Town in Maine, United States

Hancock is a town in Hancock County, Maine, United States. The population was 2,466 at the 2020 census.

==History==

Hancock was settled in 1766 by Philip and S. Hodgkins from Georgetown, Maine, formed from portions of Sullivan, Trenton, and Plantation No. 8. The town was incorporated by the state legislature on February 21, 1828 and named for John Hancock, signer of the Declaration of Independence. The Kilkenny and Egypt streams offered water power for mills. There was one gristmill, four shingle mills, and four lath mills. Other products included barrel staves, lumber, boots, shoes, wagons, and sleighs. Many inhabitants were engaged in seafaring, particularly fishing at the Grand Banks.

During World War II, German spies Erich Gimpel and William Colepaugh landed by submarine in Hancock, then traveled to New York City. They were eventually captured, tried, and sentenced to death, but their sentences were commuted and they were eventually released.

==Geography==

According to the United States Census Bureau, the town has a total area of 38.87 sqmi, of which 30.04 sqmi is land and 8.83 sqmi is water. Drained by the Kilkenny Stream and Egypt Stream, Hancock is situated on Skillings River, Taunton Bay and Frenchman Bay, part of the Atlantic Ocean.

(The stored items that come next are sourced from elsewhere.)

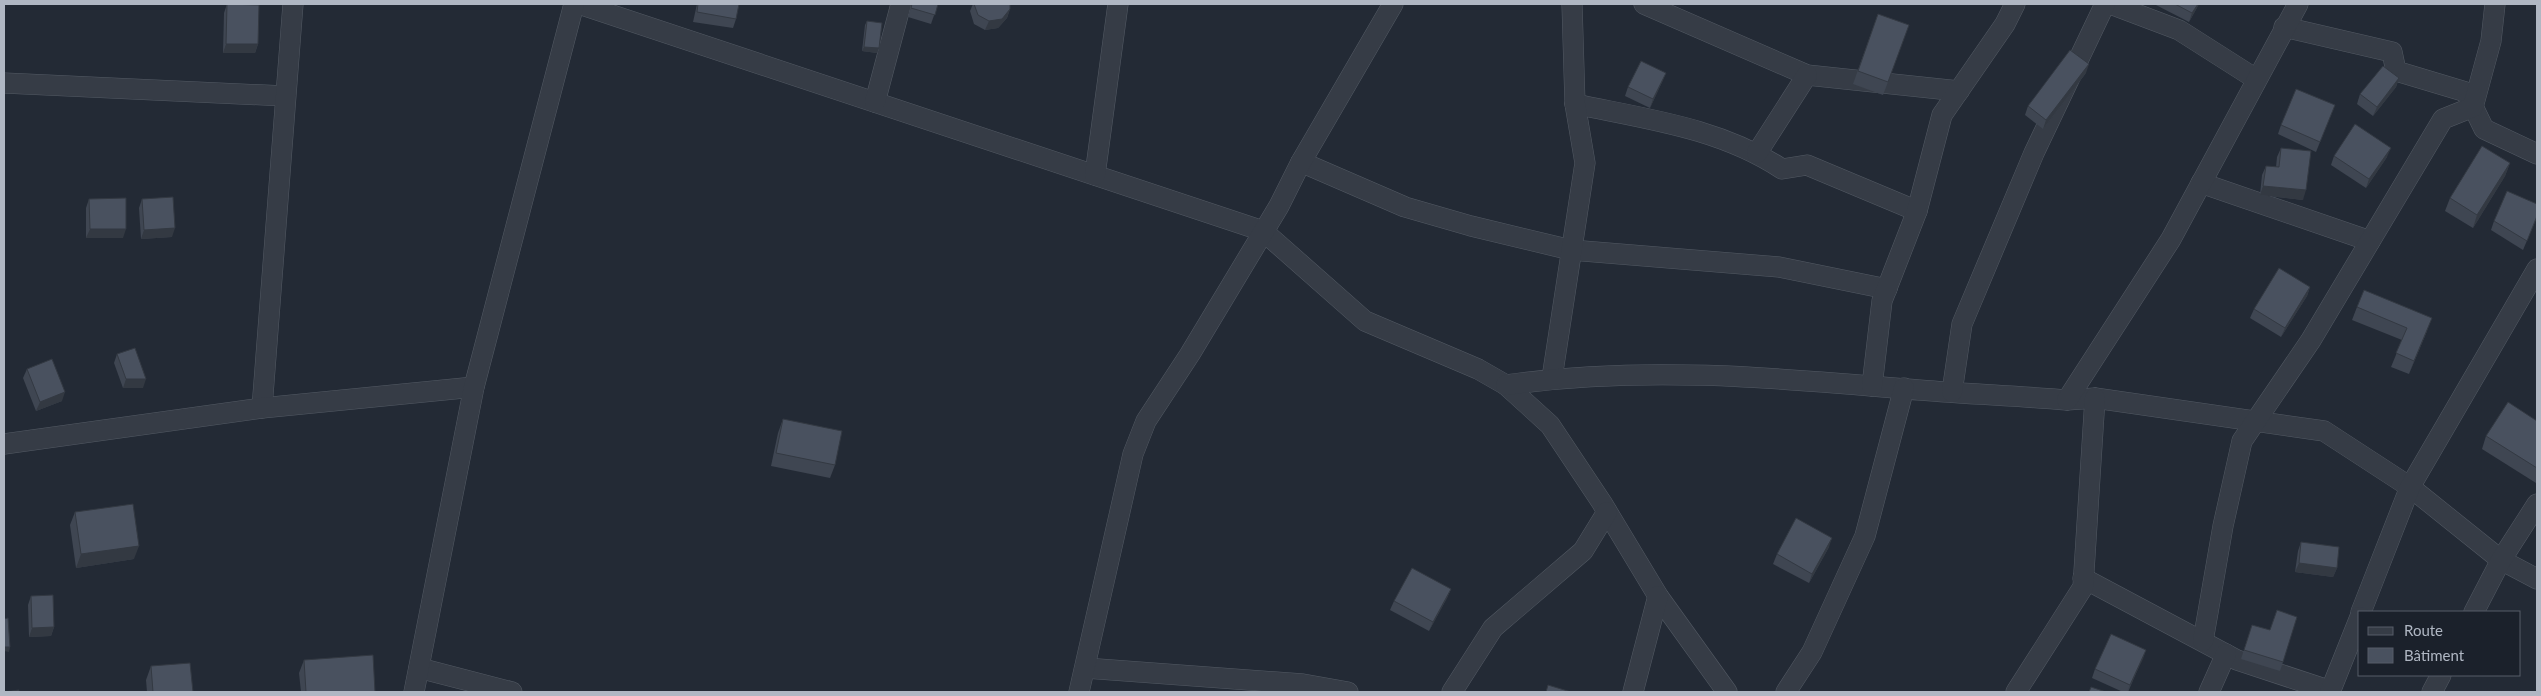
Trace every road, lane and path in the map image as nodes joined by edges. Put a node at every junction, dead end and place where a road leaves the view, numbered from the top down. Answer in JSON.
{"nodes":[{"id":1,"x":293,"y":4,"type":"edge"},
{"id":2,"x":574,"y":4,"type":"edge"},
{"id":3,"x":579,"y":4,"type":"edge"},
{"id":4,"x":901,"y":4,"type":"edge"},
{"id":5,"x":1118,"y":4,"type":"edge"},
{"id":6,"x":1393,"y":4,"type":"edge"},
{"id":7,"x":1572,"y":4,"type":"edge"},
{"id":8,"x":1644,"y":4,"type":"edge"},
{"id":9,"x":2015,"y":4,"type":"edge"},
{"id":10,"x":2105,"y":4,"type":"edge"},
{"id":11,"x":2110,"y":4,"type":"edge"},
{"id":12,"x":2298,"y":4,"type":"edge"},
{"id":13,"x":2495,"y":4,"type":"edge"},
{"id":14,"x":2284,"y":27,"type":"junction"},
{"id":15,"x":1807,"y":75,"type":"junction"},
{"id":16,"x":2256,"y":79,"type":"junction"},
{"id":17,"x":4,"y":83,"type":"edge"},
{"id":18,"x":1959,"y":91,"type":"junction"},
{"id":19,"x":285,"y":96,"type":"junction"},
{"id":20,"x":875,"y":102,"type":"junction"},
{"id":21,"x":1574,"y":104,"type":"junction"},
{"id":22,"x":2473,"y":107,"type":"junction"},
{"id":23,"x":1757,"y":153,"type":"junction"},
{"id":24,"x":2537,"y":154,"type":"edge"},
{"id":25,"x":1301,"y":162,"type":"junction"},
{"id":26,"x":1095,"y":175,"type":"junction"},
{"id":27,"x":2201,"y":183,"type":"junction"},
{"id":28,"x":1917,"y":211,"type":"junction"},
{"id":29,"x":1263,"y":231,"type":"junction"},
{"id":30,"x":2370,"y":241,"type":"junction"},
{"id":31,"x":1571,"y":250,"type":"junction"},
{"id":32,"x":2537,"y":268,"type":"edge"},
{"id":33,"x":1887,"y":289,"type":"junction"},
{"id":34,"x":1552,"y":378,"type":"junction"},
{"id":35,"x":1506,"y":385,"type":"junction"},
{"id":36,"x":1872,"y":386,"type":"junction"},
{"id":37,"x":474,"y":387,"type":"junction"},
{"id":38,"x":1904,"y":388,"type":"junction"},
{"id":39,"x":1952,"y":392,"type":"junction"},
{"id":40,"x":2094,"y":398,"type":"junction"},
{"id":41,"x":2067,"y":400,"type":"junction"},
{"id":42,"x":262,"y":408,"type":"junction"},
{"id":43,"x":2256,"y":421,"type":"junction"},
{"id":44,"x":4,"y":444,"type":"edge"},
{"id":45,"x":2410,"y":487,"type":"junction"},
{"id":46,"x":2537,"y":504,"type":"edge"},
{"id":47,"x":1607,"y":512,"type":"junction"},
{"id":48,"x":2501,"y":560,"type":"junction"},
{"id":49,"x":2083,"y":578,"type":"junction"},
{"id":50,"x":2537,"y":579,"type":"edge"},
{"id":51,"x":1658,"y":596,"type":"junction"},
{"id":52,"x":2362,"y":611,"type":"edge"},
{"id":53,"x":2475,"y":611,"type":"edge"},
{"id":54,"x":2358,"y":622,"type":"edge"},
{"id":55,"x":2203,"y":641,"type":"junction"},
{"id":56,"x":2226,"y":654,"type":"junction"},
{"id":57,"x":419,"y":668,"type":"junction"},
{"id":58,"x":1084,"y":668,"type":"junction"},
{"id":59,"x":2440,"y":676,"type":"edge"},
{"id":60,"x":414,"y":692,"type":"edge"},
{"id":61,"x":512,"y":692,"type":"edge"},
{"id":62,"x":1079,"y":692,"type":"edge"},
{"id":63,"x":1348,"y":692,"type":"edge"},
{"id":64,"x":1452,"y":692,"type":"edge"},
{"id":65,"x":1633,"y":692,"type":"edge"},
{"id":66,"x":1727,"y":692,"type":"edge"},
{"id":67,"x":1786,"y":692,"type":"edge"},
{"id":68,"x":2016,"y":692,"type":"edge"},
{"id":69,"x":2209,"y":692,"type":"edge"},
{"id":70,"x":2331,"y":692,"type":"edge"},
{"id":71,"x":2432,"y":692,"type":"edge"}],
"edges":[{"from":1,"to":19,"type":"street"},
{"from":2,"to":37,"type":"street"},
{"from":3,"to":20,"type":"street"},
{"from":4,"to":20,"type":"street"},
{"from":5,"to":26,"type":"street"},
{"from":6,"to":25,"type":"street"},
{"from":7,"to":21,"type":"street"},
{"from":8,"to":15,"type":"street"},
{"from":9,"to":18,"type":"street"},
{"from":10,"to":39,"type":"street"},
{"from":11,"to":16,"type":"street"},
{"from":12,"to":14,"type":"street"},
{"from":13,"to":22,"type":"street"},
{"from":14,"to":16,"type":"street"},
{"from":14,"to":22,"type":"street"},
{"from":15,"to":18,"type":"street"},
{"from":15,"to":23,"type":"street"},
{"from":16,"to":27,"type":"street"},
{"from":17,"to":19,"type":"street"},
{"from":18,"to":28,"type":"street"},
{"from":19,"to":42,"type":"street"},
{"from":20,"to":26,"type":"street"},
{"from":21,"to":23,"type":"street"},
{"from":21,"to":31,"type":"street"},
{"from":22,"to":24,"type":"street"},
{"from":22,"to":30,"type":"street"},
{"from":23,"to":28,"type":"street"},
{"from":25,"to":29,"type":"street"},
{"from":25,"to":31,"type":"street"},
{"from":26,"to":29,"type":"street"},
{"from":27,"to":30,"type":"street"},
{"from":27,"to":41,"type":"street"},
{"from":28,"to":33,"type":"street"},
{"from":29,"to":35,"type":"street"},
{"from":29,"to":58,"type":"street"},
{"from":30,"to":43,"type":"street"},
{"from":31,"to":33,"type":"street"},
{"from":31,"to":34,"type":"street"},
{"from":32,"to":45,"type":"street"},
{"from":33,"to":36,"type":"street"},
{"from":34,"to":35,"type":"street"},
{"from":34,"to":36,"type":"street"},
{"from":35,"to":47,"type":"street"},
{"from":36,"to":38,"type":"street"},
{"from":37,"to":42,"type":"street"},
{"from":37,"to":57,"type":"street"},
{"from":38,"to":39,"type":"street"},
{"from":38,"to":67,"type":"street"},
{"from":39,"to":41,"type":"street"},
{"from":40,"to":41,"type":"street"},
{"from":40,"to":43,"type":"street"},
{"from":40,"to":49,"type":"street"},
{"from":42,"to":44,"type":"street"},
{"from":43,"to":45,"type":"street"},
{"from":43,"to":55,"type":"street"},
{"from":45,"to":48,"type":"street"},
{"from":45,"to":52,"type":"street"},
{"from":46,"to":48,"type":"street"},
{"from":47,"to":51,"type":"street"},
{"from":47,"to":64,"type":"street"},
{"from":48,"to":50,"type":"street"},
{"from":48,"to":53,"type":"street"},
{"from":49,"to":55,"type":"street"},
{"from":49,"to":68,"type":"street"},
{"from":51,"to":65,"type":"street"},
{"from":51,"to":66,"type":"street"},
{"from":54,"to":70,"type":"street"},
{"from":55,"to":56,"type":"street"},
{"from":56,"to":69,"type":"street"},
{"from":56,"to":70,"type":"street"},
{"from":57,"to":60,"type":"street"},
{"from":57,"to":61,"type":"street"},
{"from":58,"to":62,"type":"street"},
{"from":58,"to":63,"type":"street"},
{"from":59,"to":71,"type":"street"}]}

The town is crossed by U. S. Route 1 and State Route 182. It borders the towns of Lamoine to the south, Ellsworth to the west, T8 SD to the north, Franklin to the east, and (separated by Taunton Bay and Frenchman's Bay) is near Sullivan and Sorrento to the southeast.

The Municipality (the entirety of the Town's area) is considered, generally, to be divided into distinct areas:

Waukeag Neck—which includes the villages of neighborhoods of Hancock Point, Mount Desert Ferry, East Hancock ("Eastside"), South Hancock ("Westside" or "Westshore"), Waukeag Station Crossing, and the Town proper (Hancock Village). "The Neck" is bounded by the Taunton River to the northeast, Frenchman's Bay to the south, and Carrying Place Creek to the due west.

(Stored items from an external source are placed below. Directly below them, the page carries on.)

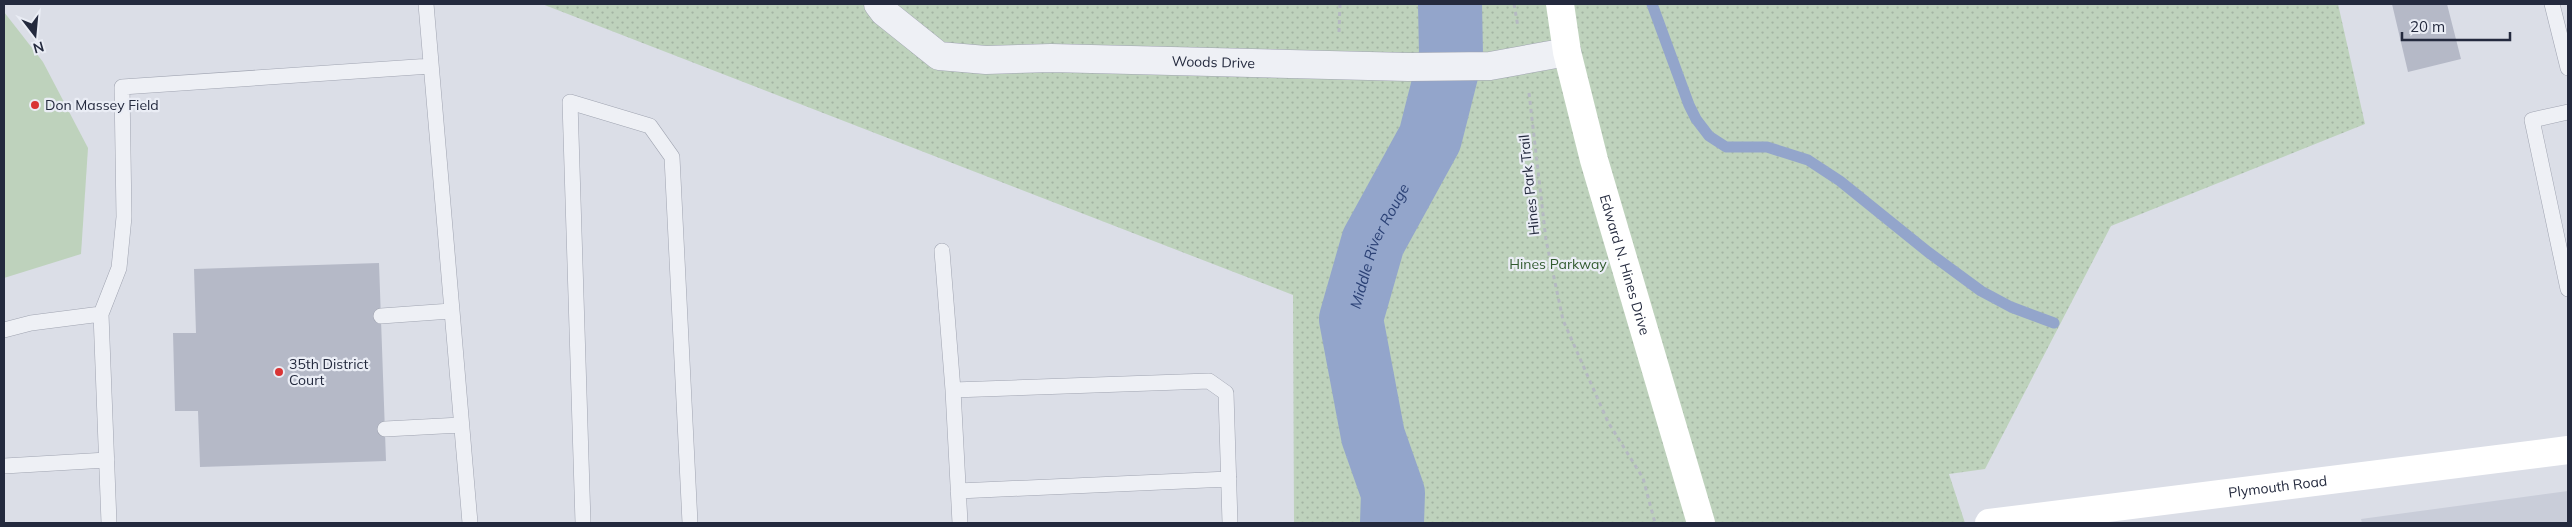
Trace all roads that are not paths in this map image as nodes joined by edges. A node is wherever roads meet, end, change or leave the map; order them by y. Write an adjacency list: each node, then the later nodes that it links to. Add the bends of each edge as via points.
1 (426, 4): 6 (lane)
2 (878, 4): 5 (street, Woods Drive, via 898,25 939,56 986,60 1051,58 1490,66)
3 (1560, 4): 5 (main road, Edward N. Hines Drive)
4 (2552, 4): 7 (lane)
5 (1567, 52): 29 (main road, Edward N. Hines Drive, via 1594,160)
6 (431, 66): 11 (lane); 12 (lane, via 122,87 124,217 119,268)
7 (2568, 68)
8 (2568, 112): 10 (lane, via 2532,120)
9 (942, 251): 15 (lane)
10 (2568, 289)
11 (452, 311): 13 (lane); 16 (lane)
12 (101, 314): 14 (lane, via 31,323); 19 (lane)
13 (381, 316)
14 (4, 330)
15 (952, 390): 21 (lane, via 1210,382 1226,393); 22 (lane)
16 (461, 425): 17 (lane); 24 (lane)
17 (385, 429)
18 (2568, 450): 30 (main road, Plymouth Road)
19 (107, 460): 20 (lane); 23 (lane)
20 (4, 466)
21 (1229, 479): 22 (lane); 28 (lane)
22 (958, 491): 27 (lane)
23 (109, 523)
24 (470, 523)
25 (583, 523): 26 (lane, via 570,102 650,126 672,157)
26 (690, 523)
27 (960, 523)
28 (1230, 523)
29 (1702, 523)
30 (1989, 523)

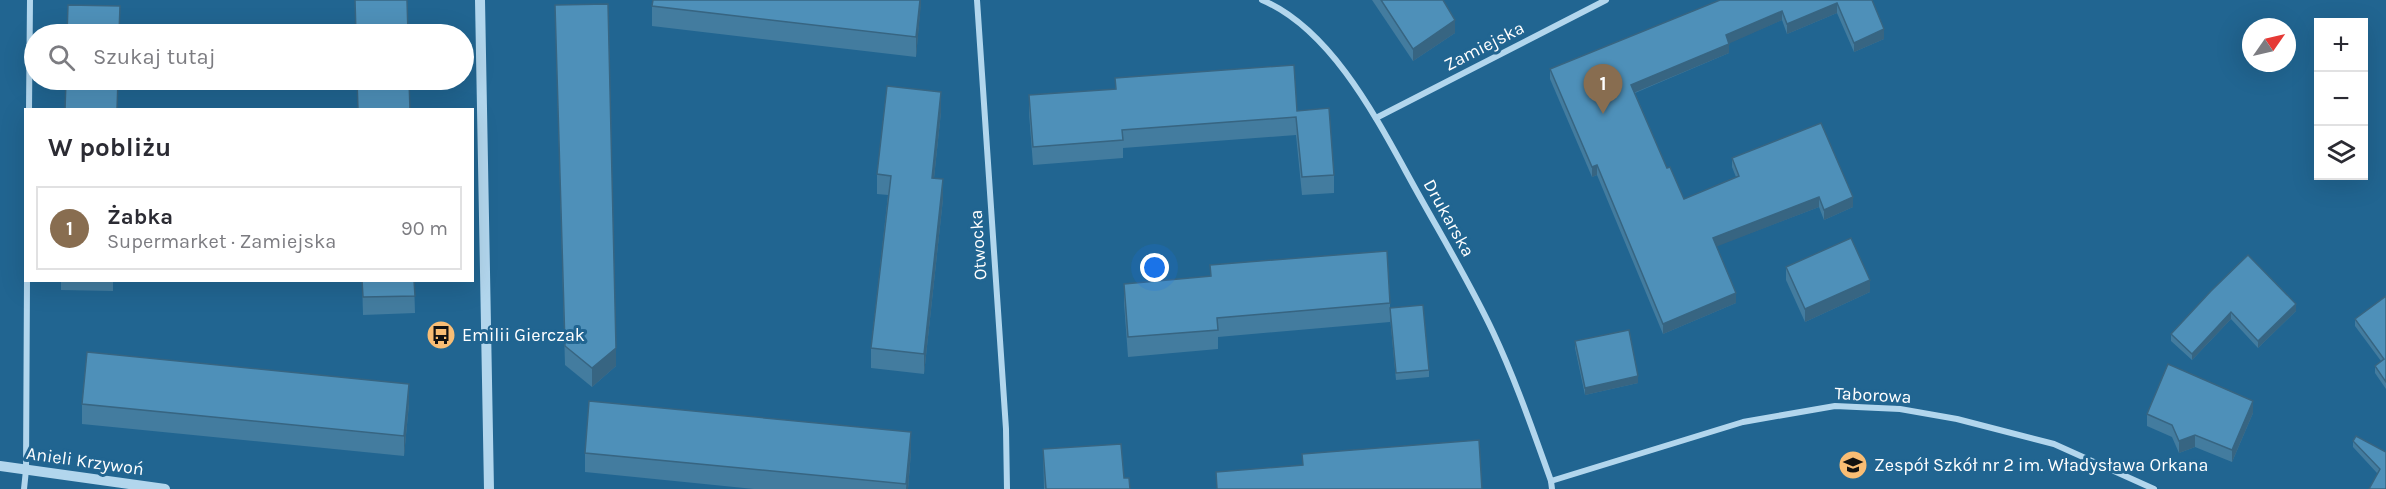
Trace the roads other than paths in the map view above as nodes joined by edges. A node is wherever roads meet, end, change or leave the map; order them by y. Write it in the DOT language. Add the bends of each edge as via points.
graph roads {
  1 [pos="30,0"];
  2 [pos="480,0"];
  3 [pos="976,0"];
  4 [pos="1264,0"];
  5 [pos="1606,0"];
  6 [pos="30,24"];
  7 [pos="29,90"];
  8 [pos="29,108"];
  9 [pos="1376,118"];
  10 [pos="27,282"];
  11 [pos="0,466"];
  12 [pos="26,470"];
  13 [pos="1551,481"];
  14 [pos="24,489"];
  15 [pos="165,489"];
  16 [pos="489,489"];
  17 [pos="1006,489"];
  18 [pos="1552,489"];
  19 [pos="2154,489"];
  1 -- 6 [label="street"];
  2 -- 16 [label="street"];
  3 -- 17 [label="street, Otwocka" via="1005,419"];
  4 -- 9 [label="street, Drukarska" via="1299,22 1327,48"];
  5 -- 9 [label="street, Zamiejska"];
  7 -- 8 [label="street"];
  9 -- 13 [label="street, Drukarska" via="1493,331 1520,391"];
  10 -- 12 [label="street"];
  11 -- 12 [label="street, Anieli Krzywoń"];
  12 -- 14 [label="street"];
  12 -- 15 [label="street, Anieli Krzywoń"];
  13 -- 18 [label="street, Drukarska"];
  13 -- 19 [label="street, Taborowa" via="1743,422 1835,406 1900,409 2054,444"];
}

Mid-Hancock or Hancock Hills—which includes the villages or neighborhoods of Carrying Place Creek, Havey Point, Hyde Point, Hancock Hill (ORO or Old Route One Hill) and Franklin Roads. The area is largely coterminous with US Route One (US1 East) and is bounded by the Carrying Place Creek, Rte 1, and the Kilkenny Stream at Mud Creek Road.

Mud Creek—one of the smaller sections of town, the area abuts Kilkenny Stream and Pinkham Flats, adjacent to the town of Lamoine and includes the Mud Creek Marsh. This section includes neighborhoods such as Upper Mud Creek & Kilkenny Cove.

Northside—bounded by Egypt Stream, Hog Bay, and Route 182, the area includes the neighborhoods and hamlets of Castle Grove (also known as Austinwood, Austin Castle, and Castle Road), West Egypt, Franklin Roads North, Blease Hill, Spring Pond, and Deerfields.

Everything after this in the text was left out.